■ **ASSIGNMENT**: Only the lines from the one with "thumb ip: (262, 247)" to the end of the data below should be returned, each exactly as it stands.

■ **MATERIAL PROVIDED**:
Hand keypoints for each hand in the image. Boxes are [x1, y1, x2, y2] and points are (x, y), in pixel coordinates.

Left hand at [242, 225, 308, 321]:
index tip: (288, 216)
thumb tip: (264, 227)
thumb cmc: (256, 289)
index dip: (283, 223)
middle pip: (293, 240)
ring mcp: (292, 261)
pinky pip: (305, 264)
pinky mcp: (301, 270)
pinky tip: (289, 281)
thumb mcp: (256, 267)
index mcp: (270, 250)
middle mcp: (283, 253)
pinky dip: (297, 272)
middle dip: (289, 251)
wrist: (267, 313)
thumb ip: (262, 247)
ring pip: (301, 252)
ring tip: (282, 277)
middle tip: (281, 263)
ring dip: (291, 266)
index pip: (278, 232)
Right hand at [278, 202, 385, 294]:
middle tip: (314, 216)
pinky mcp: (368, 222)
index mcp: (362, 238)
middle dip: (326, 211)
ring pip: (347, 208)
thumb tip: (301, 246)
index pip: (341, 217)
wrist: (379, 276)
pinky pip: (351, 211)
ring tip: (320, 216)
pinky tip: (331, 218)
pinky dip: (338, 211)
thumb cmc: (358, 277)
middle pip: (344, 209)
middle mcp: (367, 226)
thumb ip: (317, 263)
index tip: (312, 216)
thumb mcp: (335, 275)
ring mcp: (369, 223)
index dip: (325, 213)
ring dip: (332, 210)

■ **RESPONSE**:
thumb ip: (262, 247)
ring pip: (301, 252)
ring tip: (282, 277)
middle tip: (281, 263)
ring dip: (291, 266)
index pip: (278, 232)
Right hand at [278, 202, 385, 294]:
middle tip: (314, 216)
pinky mcp: (368, 222)
index mcp: (362, 238)
middle dip: (326, 211)
ring pip: (347, 208)
thumb tip: (301, 246)
index pip: (341, 217)
wrist: (379, 276)
pinky pip: (351, 211)
ring tip: (320, 216)
pinky tip: (331, 218)
pinky dip: (338, 211)
thumb cmc: (358, 277)
middle pip: (344, 209)
middle mcp: (367, 226)
thumb ip: (317, 263)
index tip: (312, 216)
thumb mcp: (335, 275)
ring mcp: (369, 223)
index dip: (325, 213)
ring dip: (332, 210)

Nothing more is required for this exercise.